[RECORDS FOR THIS TASK — start]

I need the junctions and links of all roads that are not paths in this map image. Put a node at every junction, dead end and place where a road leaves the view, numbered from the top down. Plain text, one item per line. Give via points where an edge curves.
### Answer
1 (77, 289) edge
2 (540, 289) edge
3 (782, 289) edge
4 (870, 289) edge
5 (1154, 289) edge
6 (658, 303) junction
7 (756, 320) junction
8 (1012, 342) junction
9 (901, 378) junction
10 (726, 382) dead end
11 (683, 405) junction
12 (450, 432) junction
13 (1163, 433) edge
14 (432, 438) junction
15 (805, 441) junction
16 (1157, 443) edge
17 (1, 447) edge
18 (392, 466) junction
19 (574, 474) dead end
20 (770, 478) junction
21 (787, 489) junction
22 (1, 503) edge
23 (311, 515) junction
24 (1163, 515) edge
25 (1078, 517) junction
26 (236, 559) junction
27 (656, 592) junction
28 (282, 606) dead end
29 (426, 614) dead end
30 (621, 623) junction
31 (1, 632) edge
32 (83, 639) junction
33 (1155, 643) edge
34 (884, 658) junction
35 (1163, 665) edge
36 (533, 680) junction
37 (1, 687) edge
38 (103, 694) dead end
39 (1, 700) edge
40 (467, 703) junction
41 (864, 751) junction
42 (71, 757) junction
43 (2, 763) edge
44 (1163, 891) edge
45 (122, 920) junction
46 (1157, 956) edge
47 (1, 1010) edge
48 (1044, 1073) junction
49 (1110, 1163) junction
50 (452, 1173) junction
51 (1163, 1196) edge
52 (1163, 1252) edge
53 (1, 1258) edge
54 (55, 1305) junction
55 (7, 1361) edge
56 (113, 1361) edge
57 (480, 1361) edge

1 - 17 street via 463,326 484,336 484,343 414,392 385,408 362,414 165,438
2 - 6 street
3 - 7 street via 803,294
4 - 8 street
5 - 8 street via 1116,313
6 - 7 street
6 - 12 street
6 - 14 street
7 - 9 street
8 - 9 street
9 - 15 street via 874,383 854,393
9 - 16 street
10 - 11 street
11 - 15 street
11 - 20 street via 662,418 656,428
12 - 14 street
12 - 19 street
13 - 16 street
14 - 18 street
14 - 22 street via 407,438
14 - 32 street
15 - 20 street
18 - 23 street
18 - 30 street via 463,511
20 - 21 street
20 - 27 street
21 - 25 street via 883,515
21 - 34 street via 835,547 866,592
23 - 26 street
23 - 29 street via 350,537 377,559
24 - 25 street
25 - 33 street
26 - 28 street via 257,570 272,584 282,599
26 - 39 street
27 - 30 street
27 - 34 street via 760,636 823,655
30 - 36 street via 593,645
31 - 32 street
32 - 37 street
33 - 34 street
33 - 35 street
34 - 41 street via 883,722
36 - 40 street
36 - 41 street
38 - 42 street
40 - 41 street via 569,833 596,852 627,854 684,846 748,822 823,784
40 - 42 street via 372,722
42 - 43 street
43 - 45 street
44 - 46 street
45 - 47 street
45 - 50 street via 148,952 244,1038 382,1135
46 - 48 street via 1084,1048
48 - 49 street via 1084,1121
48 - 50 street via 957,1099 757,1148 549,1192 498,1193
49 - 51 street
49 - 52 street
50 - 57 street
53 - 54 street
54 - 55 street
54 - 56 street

[RECORDS FOR THIS TASK — finish]

▶ _EXERCISE DIRECTIONS_: How many lines above contain the word "dead"? Reply with only the number.

▶ _ANSWER TO THE EXERCISE_: 6